The app is called Public Reading of Scripture. If I were involved in promoting this app, I would suggest a quick rebranding. The name sounds a bit overwhelming – especially to young Christians…. almost like a Pilgrim from the 1600’s named it. The other odd thing was that by clicking through the email to their landing page and then clicking the download app button, it took me straight to GooglePlay… not my preferred app store. I was able to find it by using the search function in the Apple app store.

Downloading and registering on the app was pretty standard. Focus on the Family suggested clicking on their icon and looking at the Daniel reading plan first. The first thing you see once you get into the Daniel plan is one of those cartoon introduction videos by The Bible Project. At just under nine minutes, it has decent information but I think is probably not something that will grab the attention of the average child or teen.

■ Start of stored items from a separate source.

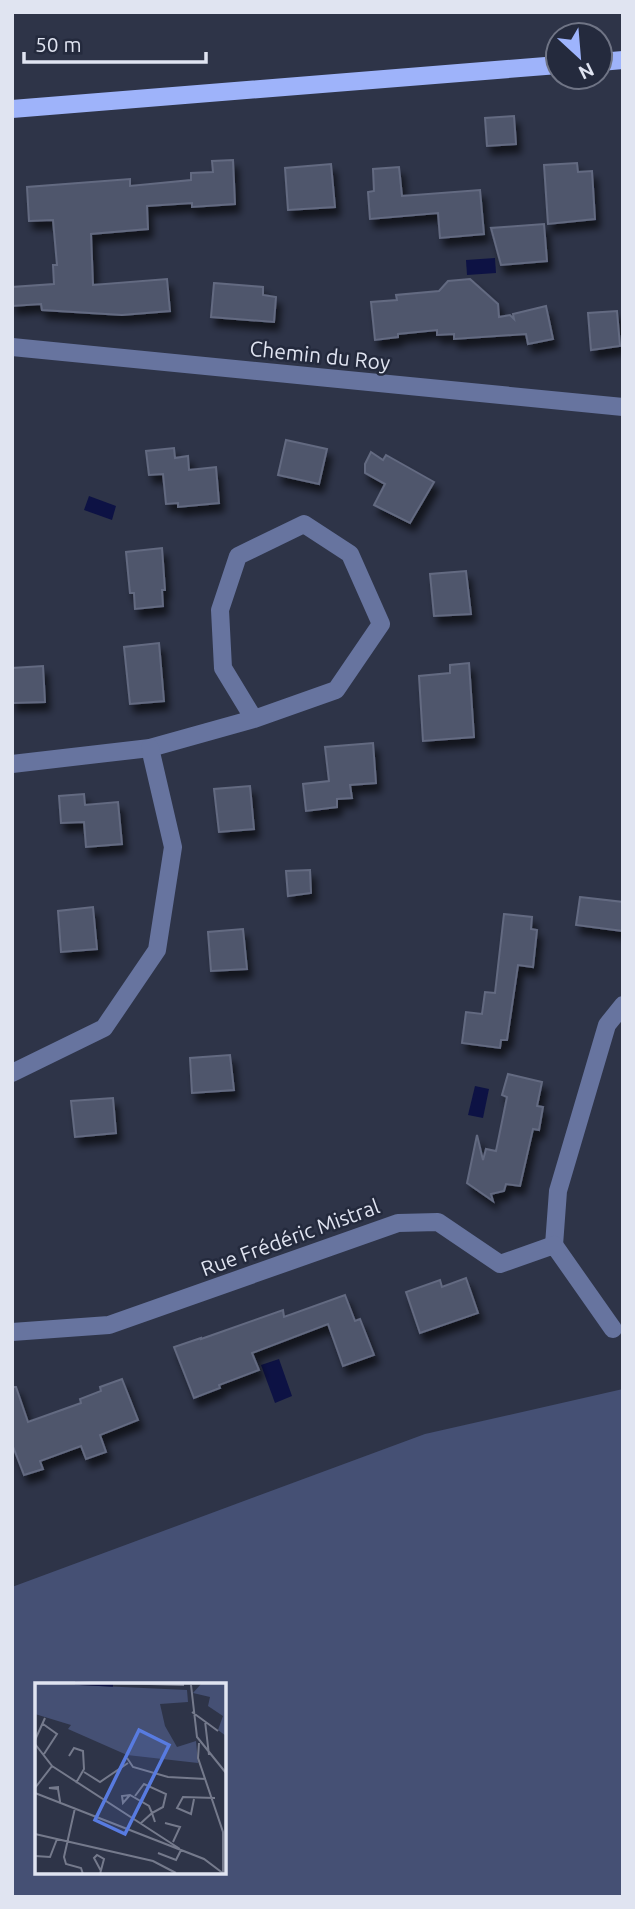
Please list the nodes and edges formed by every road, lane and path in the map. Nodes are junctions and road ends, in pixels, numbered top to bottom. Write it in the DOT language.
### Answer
graph roads {
  1 [pos="544,66"];
  2 [pos="12,109"];
  3 [pos="12,347"];
  4 [pos="623,407"];
  5 [pos="254,719"];
  6 [pos="150,748"];
  7 [pos="12,764"];
  8 [pos="623,1005"];
  9 [pos="12,1073"];
  10 [pos="554,1245"];
  11 [pos="613,1329"];
  12 [pos="12,1332"];
  1 -- 2 [label="main road"];
  3 -- 4 [label="street, Chemin du Roy"];
  5 -- 5 [label="street"];
  5 -- 6 [label="street"];
  6 -- 7 [label="street"];
  6 -- 9 [label="street"];
  8 -- 10 [label="street"];
  10 -- 11 [label="street"];
  10 -- 12 [label="street, Rue Frédéric Mistral"];
}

You can skip the video though and start right into the suggested reading for the first session. For me, this is where it really started going off the rails. First the graphics for the scripture reading are horrendous – like old time DOS horrendous. It’s white graphics on a black background and the five chapters of scripture are so run on, it is hard to tell where one chapter stops and the other begins. For the amount of money these groups have, I would have expected a reading interface similar to my regular Bible app. Instead it looks cheap and messy. The reading did begin with a few interesting facts, which I appreciate, but honestly they are more of a summary than actually adding facts that would be interesting to children and teens about things that would spark their curiosity. It would also have been nice to have a guiding question they could consider as they listen to the reading.

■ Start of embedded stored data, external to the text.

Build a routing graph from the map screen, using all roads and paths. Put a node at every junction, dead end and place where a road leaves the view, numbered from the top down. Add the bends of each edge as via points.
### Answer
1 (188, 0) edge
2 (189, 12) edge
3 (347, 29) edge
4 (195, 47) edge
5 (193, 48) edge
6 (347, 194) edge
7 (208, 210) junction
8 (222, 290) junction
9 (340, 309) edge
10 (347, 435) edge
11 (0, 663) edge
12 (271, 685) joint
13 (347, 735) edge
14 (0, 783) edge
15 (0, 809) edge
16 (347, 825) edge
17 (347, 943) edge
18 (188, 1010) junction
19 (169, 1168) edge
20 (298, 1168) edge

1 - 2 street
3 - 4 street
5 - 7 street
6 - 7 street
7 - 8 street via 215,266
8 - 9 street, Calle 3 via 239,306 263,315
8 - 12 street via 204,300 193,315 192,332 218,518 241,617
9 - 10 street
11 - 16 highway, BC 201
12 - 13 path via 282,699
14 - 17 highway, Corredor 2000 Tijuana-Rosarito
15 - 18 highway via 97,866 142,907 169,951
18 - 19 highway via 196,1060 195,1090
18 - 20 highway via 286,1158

My next problem is the amount of scripture they expect a ”normal” family to read (presumably) each day. Five chapters? That’s way too much to expect from most families. It is probably more realistic to ask families with little or no current Bible reading in the home to cut each session down to one chapter. Also, many children have trouble understanding large chunks of scripture read aloud to them. Having been translated from other languages, the phrasing is sometimes awkward sounding and the text is often filled with unfamiliar words and cultural references. Telling them a Bible story covering that many chapters is difficult enough, but reading them five chapters in the allotted 23 minutes (Is that supposed to include discussion, too?) means many younger children will get little if anything from the reading.

The devotional suggests questions for the entire family to discuss and a couple of additional questions for each age group of children in the home. I like the idea of the age appropriate questions, but once again I wonder if they actually field tested these with real families unused to having family devotionals. The graphics for the questions are the same as the scripture – horrible. There were some prettier pdfs you could print on the Focus on the Family website, but that’s an extra step you are asking people to do or a second website they have to toggle to during the discussion. It’s just awkward.

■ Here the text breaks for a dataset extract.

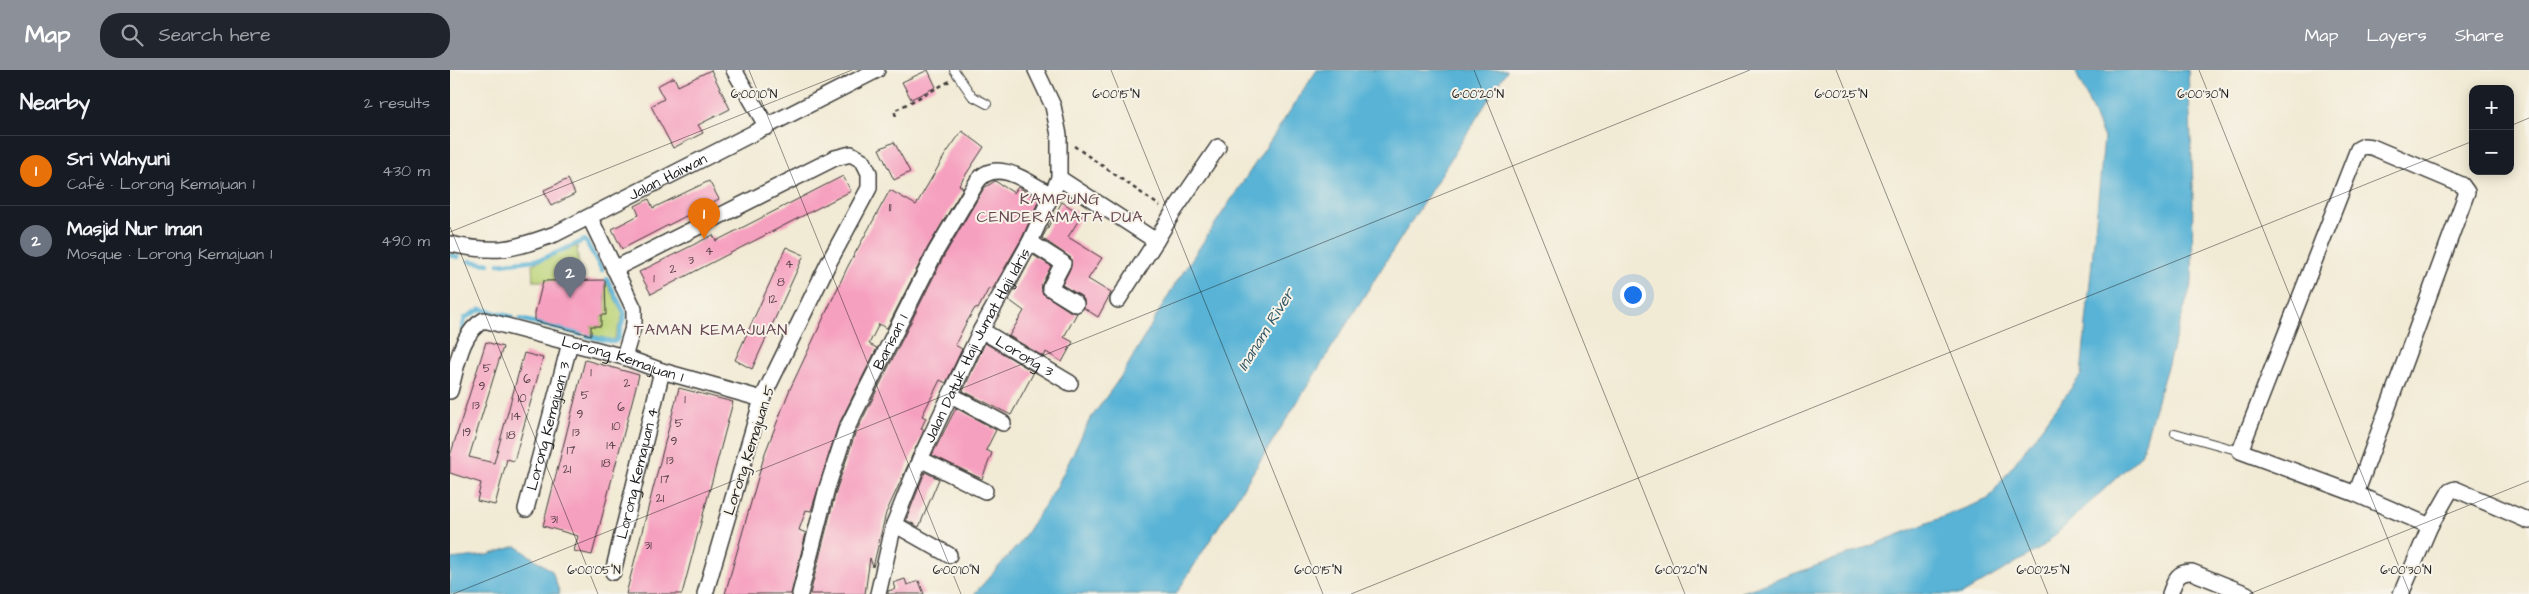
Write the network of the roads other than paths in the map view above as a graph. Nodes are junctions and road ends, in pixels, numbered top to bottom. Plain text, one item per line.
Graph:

The app does have an Adventures in Odyssey section under the Focus on the Family tab. It is various characters reading passages of scripture out-loud. Once again, the readings are multiple chapters and I am not sure how much the hook of a character reading it encourages young children to listen.

My conclusion? Great idea, poor execution. Maybe after a lot of improvements it will be helpful to more families, but right now I believe using family devotional books or just choosing to read a book of the Bible together and discuss it at your family’s pace will probably work better.